Stored data:
________________
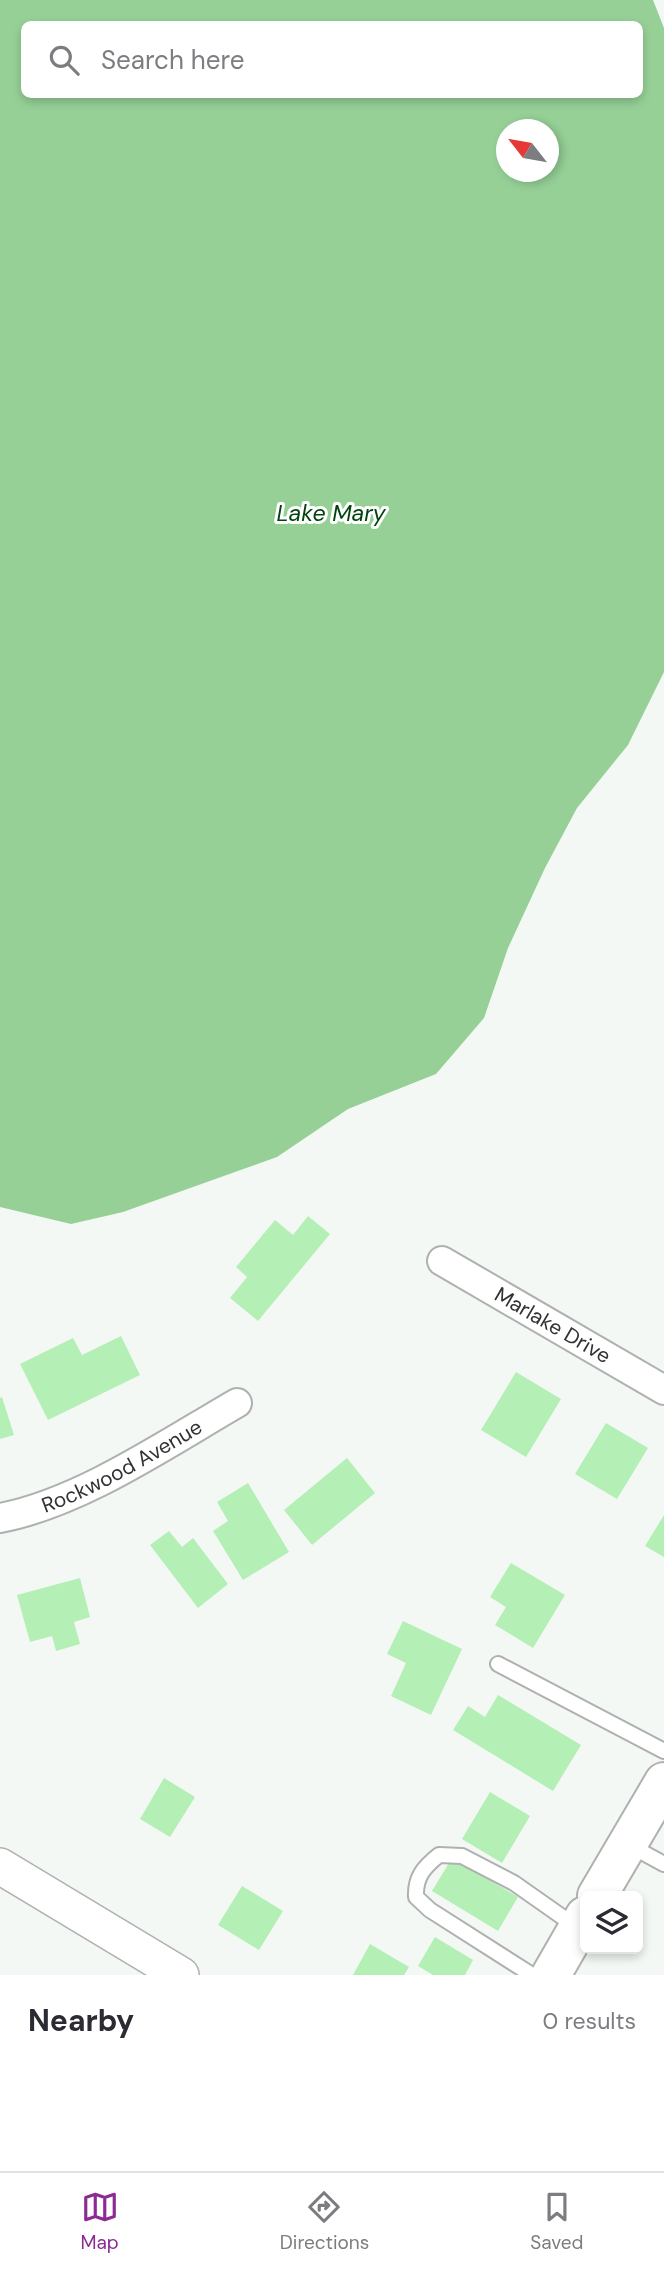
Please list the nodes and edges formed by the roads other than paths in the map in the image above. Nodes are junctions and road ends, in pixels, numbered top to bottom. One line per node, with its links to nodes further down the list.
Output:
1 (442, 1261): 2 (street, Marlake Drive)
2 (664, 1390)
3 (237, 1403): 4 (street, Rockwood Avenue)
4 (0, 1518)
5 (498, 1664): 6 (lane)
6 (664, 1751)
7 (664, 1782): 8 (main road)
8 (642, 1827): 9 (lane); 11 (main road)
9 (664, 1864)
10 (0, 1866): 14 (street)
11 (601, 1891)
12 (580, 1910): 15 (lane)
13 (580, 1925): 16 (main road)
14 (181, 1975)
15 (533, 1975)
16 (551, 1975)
________________
- **DIRECTIONS FOR THIS TASK**
Repeat every entry above exactly; images stay out of the copy.

- **EXERCISE OUTPUT**
Please list the nodes and edges formed by the roads other than paths in the map in the image above. Nodes are junctions and road ends, in pixels, numbered top to bottom. One line per node, with its links to nodes further down the list.
Output:
1 (442, 1261): 2 (street, Marlake Drive)
2 (664, 1390)
3 (237, 1403): 4 (street, Rockwood Avenue)
4 (0, 1518)
5 (498, 1664): 6 (lane)
6 (664, 1751)
7 (664, 1782): 8 (main road)
8 (642, 1827): 9 (lane); 11 (main road)
9 (664, 1864)
10 (0, 1866): 14 (street)
11 (601, 1891)
12 (580, 1910): 15 (lane)
13 (580, 1925): 16 (main road)
14 (181, 1975)
15 (533, 1975)
16 (551, 1975)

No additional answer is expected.